--- Data to process Enclosed Below ---
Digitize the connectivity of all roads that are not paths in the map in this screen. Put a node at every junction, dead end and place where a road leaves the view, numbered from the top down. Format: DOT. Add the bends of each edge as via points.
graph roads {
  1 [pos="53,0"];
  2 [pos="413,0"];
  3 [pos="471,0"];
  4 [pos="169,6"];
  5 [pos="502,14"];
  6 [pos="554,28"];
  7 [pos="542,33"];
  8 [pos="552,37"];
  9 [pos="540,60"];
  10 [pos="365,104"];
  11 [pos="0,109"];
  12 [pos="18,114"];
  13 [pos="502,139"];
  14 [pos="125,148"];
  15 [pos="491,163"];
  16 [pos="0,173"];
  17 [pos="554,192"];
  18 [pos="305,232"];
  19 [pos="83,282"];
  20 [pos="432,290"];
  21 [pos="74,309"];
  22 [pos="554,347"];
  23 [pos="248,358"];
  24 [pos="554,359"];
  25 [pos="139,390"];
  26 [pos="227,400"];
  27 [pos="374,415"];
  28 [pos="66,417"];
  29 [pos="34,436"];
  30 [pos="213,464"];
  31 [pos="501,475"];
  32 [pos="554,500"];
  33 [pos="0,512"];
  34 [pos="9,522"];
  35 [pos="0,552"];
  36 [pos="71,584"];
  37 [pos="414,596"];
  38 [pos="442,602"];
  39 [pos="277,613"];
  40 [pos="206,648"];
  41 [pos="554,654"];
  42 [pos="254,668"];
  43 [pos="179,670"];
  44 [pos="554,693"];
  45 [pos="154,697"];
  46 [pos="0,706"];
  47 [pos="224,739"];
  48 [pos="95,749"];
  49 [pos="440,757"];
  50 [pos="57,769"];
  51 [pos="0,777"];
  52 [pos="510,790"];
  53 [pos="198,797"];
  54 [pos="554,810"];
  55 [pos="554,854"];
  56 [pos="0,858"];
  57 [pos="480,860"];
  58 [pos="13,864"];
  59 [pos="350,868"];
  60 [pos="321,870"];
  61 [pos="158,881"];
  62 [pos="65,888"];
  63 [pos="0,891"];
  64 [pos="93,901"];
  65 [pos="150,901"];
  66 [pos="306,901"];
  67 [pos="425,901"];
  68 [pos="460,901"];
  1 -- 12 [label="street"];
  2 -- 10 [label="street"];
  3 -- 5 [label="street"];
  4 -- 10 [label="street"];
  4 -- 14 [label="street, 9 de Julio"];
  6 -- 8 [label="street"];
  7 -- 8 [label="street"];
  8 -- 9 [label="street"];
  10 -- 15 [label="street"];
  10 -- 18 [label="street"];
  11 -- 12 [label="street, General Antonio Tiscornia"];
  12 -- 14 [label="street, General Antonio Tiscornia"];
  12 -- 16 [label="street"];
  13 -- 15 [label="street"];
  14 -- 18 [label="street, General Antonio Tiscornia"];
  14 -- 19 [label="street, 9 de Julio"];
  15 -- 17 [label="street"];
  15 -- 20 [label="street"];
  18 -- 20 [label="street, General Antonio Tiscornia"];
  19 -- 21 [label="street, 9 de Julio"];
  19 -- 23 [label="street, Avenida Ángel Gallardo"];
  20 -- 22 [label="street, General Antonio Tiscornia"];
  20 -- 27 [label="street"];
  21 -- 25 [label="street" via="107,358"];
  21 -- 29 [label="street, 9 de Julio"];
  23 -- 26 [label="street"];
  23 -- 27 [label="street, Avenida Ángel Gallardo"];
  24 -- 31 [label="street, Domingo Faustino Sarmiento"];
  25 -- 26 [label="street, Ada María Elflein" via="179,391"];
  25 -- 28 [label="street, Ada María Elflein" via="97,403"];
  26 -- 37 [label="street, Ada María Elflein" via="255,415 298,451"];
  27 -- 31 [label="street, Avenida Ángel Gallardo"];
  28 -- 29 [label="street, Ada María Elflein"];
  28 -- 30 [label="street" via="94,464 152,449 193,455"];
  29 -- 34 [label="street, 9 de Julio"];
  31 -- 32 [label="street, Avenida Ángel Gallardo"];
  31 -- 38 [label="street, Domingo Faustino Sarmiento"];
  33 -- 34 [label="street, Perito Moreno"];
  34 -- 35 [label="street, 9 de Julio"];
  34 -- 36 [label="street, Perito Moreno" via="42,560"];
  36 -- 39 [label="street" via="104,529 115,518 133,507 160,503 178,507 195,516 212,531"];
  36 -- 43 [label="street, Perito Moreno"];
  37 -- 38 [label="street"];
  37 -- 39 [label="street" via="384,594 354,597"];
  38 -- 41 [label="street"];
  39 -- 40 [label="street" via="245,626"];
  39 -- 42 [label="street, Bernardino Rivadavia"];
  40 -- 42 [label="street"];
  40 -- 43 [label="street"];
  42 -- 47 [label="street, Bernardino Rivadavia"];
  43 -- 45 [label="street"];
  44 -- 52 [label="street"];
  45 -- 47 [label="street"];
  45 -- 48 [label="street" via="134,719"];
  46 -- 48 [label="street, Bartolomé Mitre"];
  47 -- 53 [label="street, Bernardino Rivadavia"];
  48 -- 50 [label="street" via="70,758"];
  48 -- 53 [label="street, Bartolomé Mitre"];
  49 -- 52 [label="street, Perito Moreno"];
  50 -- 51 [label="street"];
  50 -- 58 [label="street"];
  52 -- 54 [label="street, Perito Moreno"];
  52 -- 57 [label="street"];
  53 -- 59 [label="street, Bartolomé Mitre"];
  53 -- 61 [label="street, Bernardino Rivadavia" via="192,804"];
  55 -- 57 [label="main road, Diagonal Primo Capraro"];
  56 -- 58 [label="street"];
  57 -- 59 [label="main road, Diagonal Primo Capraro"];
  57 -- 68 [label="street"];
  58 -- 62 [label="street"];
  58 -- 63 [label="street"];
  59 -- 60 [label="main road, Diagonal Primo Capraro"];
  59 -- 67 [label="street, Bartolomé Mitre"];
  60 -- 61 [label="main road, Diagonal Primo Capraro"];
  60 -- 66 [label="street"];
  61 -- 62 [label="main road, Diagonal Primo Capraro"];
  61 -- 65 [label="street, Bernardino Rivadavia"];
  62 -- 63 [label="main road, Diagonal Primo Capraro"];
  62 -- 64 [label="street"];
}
--- End of Enclosed Data to process ---
» **Activity**: Copy down the material exactly as written.

» **Reply**:
Digitize the connectivity of all roads that are not paths in the map in this screen. Put a node at every junction, dead end and place where a road leaves the view, numbered from the top down. Format: DOT. Add the bends of each edge as via points.
graph roads {
  1 [pos="53,0"];
  2 [pos="413,0"];
  3 [pos="471,0"];
  4 [pos="169,6"];
  5 [pos="502,14"];
  6 [pos="554,28"];
  7 [pos="542,33"];
  8 [pos="552,37"];
  9 [pos="540,60"];
  10 [pos="365,104"];
  11 [pos="0,109"];
  12 [pos="18,114"];
  13 [pos="502,139"];
  14 [pos="125,148"];
  15 [pos="491,163"];
  16 [pos="0,173"];
  17 [pos="554,192"];
  18 [pos="305,232"];
  19 [pos="83,282"];
  20 [pos="432,290"];
  21 [pos="74,309"];
  22 [pos="554,347"];
  23 [pos="248,358"];
  24 [pos="554,359"];
  25 [pos="139,390"];
  26 [pos="227,400"];
  27 [pos="374,415"];
  28 [pos="66,417"];
  29 [pos="34,436"];
  30 [pos="213,464"];
  31 [pos="501,475"];
  32 [pos="554,500"];
  33 [pos="0,512"];
  34 [pos="9,522"];
  35 [pos="0,552"];
  36 [pos="71,584"];
  37 [pos="414,596"];
  38 [pos="442,602"];
  39 [pos="277,613"];
  40 [pos="206,648"];
  41 [pos="554,654"];
  42 [pos="254,668"];
  43 [pos="179,670"];
  44 [pos="554,693"];
  45 [pos="154,697"];
  46 [pos="0,706"];
  47 [pos="224,739"];
  48 [pos="95,749"];
  49 [pos="440,757"];
  50 [pos="57,769"];
  51 [pos="0,777"];
  52 [pos="510,790"];
  53 [pos="198,797"];
  54 [pos="554,810"];
  55 [pos="554,854"];
  56 [pos="0,858"];
  57 [pos="480,860"];
  58 [pos="13,864"];
  59 [pos="350,868"];
  60 [pos="321,870"];
  61 [pos="158,881"];
  62 [pos="65,888"];
  63 [pos="0,891"];
  64 [pos="93,901"];
  65 [pos="150,901"];
  66 [pos="306,901"];
  67 [pos="425,901"];
  68 [pos="460,901"];
  1 -- 12 [label="street"];
  2 -- 10 [label="street"];
  3 -- 5 [label="street"];
  4 -- 10 [label="street"];
  4 -- 14 [label="street, 9 de Julio"];
  6 -- 8 [label="street"];
  7 -- 8 [label="street"];
  8 -- 9 [label="street"];
  10 -- 15 [label="street"];
  10 -- 18 [label="street"];
  11 -- 12 [label="street, General Antonio Tiscornia"];
  12 -- 14 [label="street, General Antonio Tiscornia"];
  12 -- 16 [label="street"];
  13 -- 15 [label="street"];
  14 -- 18 [label="street, General Antonio Tiscornia"];
  14 -- 19 [label="street, 9 de Julio"];
  15 -- 17 [label="street"];
  15 -- 20 [label="street"];
  18 -- 20 [label="street, General Antonio Tiscornia"];
  19 -- 21 [label="street, 9 de Julio"];
  19 -- 23 [label="street, Avenida Ángel Gallardo"];
  20 -- 22 [label="street, General Antonio Tiscornia"];
  20 -- 27 [label="street"];
  21 -- 25 [label="street" via="107,358"];
  21 -- 29 [label="street, 9 de Julio"];
  23 -- 26 [label="street"];
  23 -- 27 [label="street, Avenida Ángel Gallardo"];
  24 -- 31 [label="street, Domingo Faustino Sarmiento"];
  25 -- 26 [label="street, Ada María Elflein" via="179,391"];
  25 -- 28 [label="street, Ada María Elflein" via="97,403"];
  26 -- 37 [label="street, Ada María Elflein" via="255,415 298,451"];
  27 -- 31 [label="street, Avenida Ángel Gallardo"];
  28 -- 29 [label="street, Ada María Elflein"];
  28 -- 30 [label="street" via="94,464 152,449 193,455"];
  29 -- 34 [label="street, 9 de Julio"];
  31 -- 32 [label="street, Avenida Ángel Gallardo"];
  31 -- 38 [label="street, Domingo Faustino Sarmiento"];
  33 -- 34 [label="street, Perito Moreno"];
  34 -- 35 [label="street, 9 de Julio"];
  34 -- 36 [label="street, Perito Moreno" via="42,560"];
  36 -- 39 [label="street" via="104,529 115,518 133,507 160,503 178,507 195,516 212,531"];
  36 -- 43 [label="street, Perito Moreno"];
  37 -- 38 [label="street"];
  37 -- 39 [label="street" via="384,594 354,597"];
  38 -- 41 [label="street"];
  39 -- 40 [label="street" via="245,626"];
  39 -- 42 [label="street, Bernardino Rivadavia"];
  40 -- 42 [label="street"];
  40 -- 43 [label="street"];
  42 -- 47 [label="street, Bernardino Rivadavia"];
  43 -- 45 [label="street"];
  44 -- 52 [label="street"];
  45 -- 47 [label="street"];
  45 -- 48 [label="street" via="134,719"];
  46 -- 48 [label="street, Bartolomé Mitre"];
  47 -- 53 [label="street, Bernardino Rivadavia"];
  48 -- 50 [label="street" via="70,758"];
  48 -- 53 [label="street, Bartolomé Mitre"];
  49 -- 52 [label="street, Perito Moreno"];
  50 -- 51 [label="street"];
  50 -- 58 [label="street"];
  52 -- 54 [label="street, Perito Moreno"];
  52 -- 57 [label="street"];
  53 -- 59 [label="street, Bartolomé Mitre"];
  53 -- 61 [label="street, Bernardino Rivadavia" via="192,804"];
  55 -- 57 [label="main road, Diagonal Primo Capraro"];
  56 -- 58 [label="street"];
  57 -- 59 [label="main road, Diagonal Primo Capraro"];
  57 -- 68 [label="street"];
  58 -- 62 [label="street"];
  58 -- 63 [label="street"];
  59 -- 60 [label="main road, Diagonal Primo Capraro"];
  59 -- 67 [label="street, Bartolomé Mitre"];
  60 -- 61 [label="main road, Diagonal Primo Capraro"];
  60 -- 66 [label="street"];
  61 -- 62 [label="main road, Diagonal Primo Capraro"];
  61 -- 65 [label="street, Bernardino Rivadavia"];
  62 -- 63 [label="main road, Diagonal Primo Capraro"];
  62 -- 64 [label="street"];
}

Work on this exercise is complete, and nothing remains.